Wright here returns to a theme he has published on before[1] - but this has a wider compass. Some of the 100 are individual works and others are classes of engineering. Generally a two pages are dedicated to each of the selected wonders but occasionally this expands to three or four pages - not entirely rationally - surely Napier harbour works did not merit twice the space of Tauranga? Wright is a professional historian rather than an engineer. He has not the detailed technical background to cover this wide field, but then who has? Generally he does well.
The inclusion of Maori military engineering is welcome. In the past it was not accepted as engineering at all by Pakeha engineers. Wright is a protagonist on views of Maori military engineering and this gets in the way here. Most readers need a more straight-forward account and will not pick up some of what he is talking about.
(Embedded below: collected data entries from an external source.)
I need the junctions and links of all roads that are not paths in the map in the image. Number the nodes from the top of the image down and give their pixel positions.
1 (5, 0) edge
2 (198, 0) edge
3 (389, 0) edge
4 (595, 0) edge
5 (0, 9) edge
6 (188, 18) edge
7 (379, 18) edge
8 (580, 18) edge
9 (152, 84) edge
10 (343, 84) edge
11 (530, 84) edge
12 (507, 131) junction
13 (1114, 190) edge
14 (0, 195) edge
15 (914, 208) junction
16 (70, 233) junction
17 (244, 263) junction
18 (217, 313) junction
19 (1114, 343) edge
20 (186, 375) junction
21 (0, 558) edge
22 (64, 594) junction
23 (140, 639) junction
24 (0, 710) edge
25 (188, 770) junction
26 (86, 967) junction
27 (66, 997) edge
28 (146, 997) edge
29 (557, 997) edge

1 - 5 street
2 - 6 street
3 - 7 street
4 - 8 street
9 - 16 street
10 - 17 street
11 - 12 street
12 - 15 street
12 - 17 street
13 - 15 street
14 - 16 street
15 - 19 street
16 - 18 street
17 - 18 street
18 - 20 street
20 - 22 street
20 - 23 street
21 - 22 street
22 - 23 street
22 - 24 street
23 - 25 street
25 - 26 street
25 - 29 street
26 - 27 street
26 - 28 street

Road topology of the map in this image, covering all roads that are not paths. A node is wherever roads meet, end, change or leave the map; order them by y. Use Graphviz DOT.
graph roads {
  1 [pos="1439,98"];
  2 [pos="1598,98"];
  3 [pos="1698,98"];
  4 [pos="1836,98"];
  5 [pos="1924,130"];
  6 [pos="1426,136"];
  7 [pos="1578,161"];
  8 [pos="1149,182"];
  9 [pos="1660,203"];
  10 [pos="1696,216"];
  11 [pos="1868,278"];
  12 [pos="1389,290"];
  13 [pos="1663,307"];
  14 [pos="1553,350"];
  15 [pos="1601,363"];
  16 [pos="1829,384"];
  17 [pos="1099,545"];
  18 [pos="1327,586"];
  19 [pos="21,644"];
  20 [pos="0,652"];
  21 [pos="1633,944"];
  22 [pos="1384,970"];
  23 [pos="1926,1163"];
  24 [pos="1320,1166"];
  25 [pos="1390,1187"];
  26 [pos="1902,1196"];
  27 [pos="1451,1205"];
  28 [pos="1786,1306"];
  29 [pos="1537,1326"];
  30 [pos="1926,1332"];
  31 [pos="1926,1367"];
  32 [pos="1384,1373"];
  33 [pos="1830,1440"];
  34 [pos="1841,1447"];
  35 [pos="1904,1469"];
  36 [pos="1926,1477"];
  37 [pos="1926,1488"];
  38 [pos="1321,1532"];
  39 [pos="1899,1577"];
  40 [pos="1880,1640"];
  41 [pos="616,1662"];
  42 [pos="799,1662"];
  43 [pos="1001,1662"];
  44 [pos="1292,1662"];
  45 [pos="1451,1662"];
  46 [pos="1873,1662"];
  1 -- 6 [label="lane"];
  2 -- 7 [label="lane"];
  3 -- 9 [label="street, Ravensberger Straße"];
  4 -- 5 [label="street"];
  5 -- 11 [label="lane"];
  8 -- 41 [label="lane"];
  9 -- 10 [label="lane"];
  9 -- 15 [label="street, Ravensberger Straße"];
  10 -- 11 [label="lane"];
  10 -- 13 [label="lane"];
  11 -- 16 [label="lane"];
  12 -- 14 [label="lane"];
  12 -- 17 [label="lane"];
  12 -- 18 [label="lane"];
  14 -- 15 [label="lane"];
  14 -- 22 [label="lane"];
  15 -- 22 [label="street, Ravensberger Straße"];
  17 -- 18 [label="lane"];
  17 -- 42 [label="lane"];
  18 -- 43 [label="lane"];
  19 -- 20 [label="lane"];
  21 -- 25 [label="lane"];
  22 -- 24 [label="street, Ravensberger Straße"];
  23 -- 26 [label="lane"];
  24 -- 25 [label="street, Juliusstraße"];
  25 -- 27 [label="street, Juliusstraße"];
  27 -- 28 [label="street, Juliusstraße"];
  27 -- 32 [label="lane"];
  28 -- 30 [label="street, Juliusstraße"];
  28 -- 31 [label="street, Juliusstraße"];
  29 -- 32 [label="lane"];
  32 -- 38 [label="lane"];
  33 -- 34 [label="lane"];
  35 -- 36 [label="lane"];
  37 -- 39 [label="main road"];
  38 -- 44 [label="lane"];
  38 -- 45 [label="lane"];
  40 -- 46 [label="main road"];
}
The illustrations are all black and white, a mixture of modern and historical views - as one would expect. They are well chosen and credited.
Of course the selection of the 100 can be argued with - this reviewer would have liked to see fewer railway engines and at least one swapped for kauri dam engineering. Perhaps the Auckland to Wellington telegraph could have represented communications engineering that is otherwise missing.
The designers and builders of individual works are properly credited. Some surprises here - who would have thought the Wellington Railway Station had an input from Japanese engineers to overcome its difficult foundations?
An archaeologist would welcome a note or two more on which of the sites that are visitable - many are, but a reader new to the subject would not know.
An editing grizzle - all the 'words' pages have a box for key statistics but it is not always used and sometimes left with a few only and a lot of white space. In a publication where clearly there was pressure on the size of the text this is a wasted opportunity. Oh, and a check with an archaeologist on Maungakiekie might have fixed some misstatements.
Overall a book that lives up to the title - there are some real wonders in here and the compass of this contribution is a welcome addition to our industrial archaeology.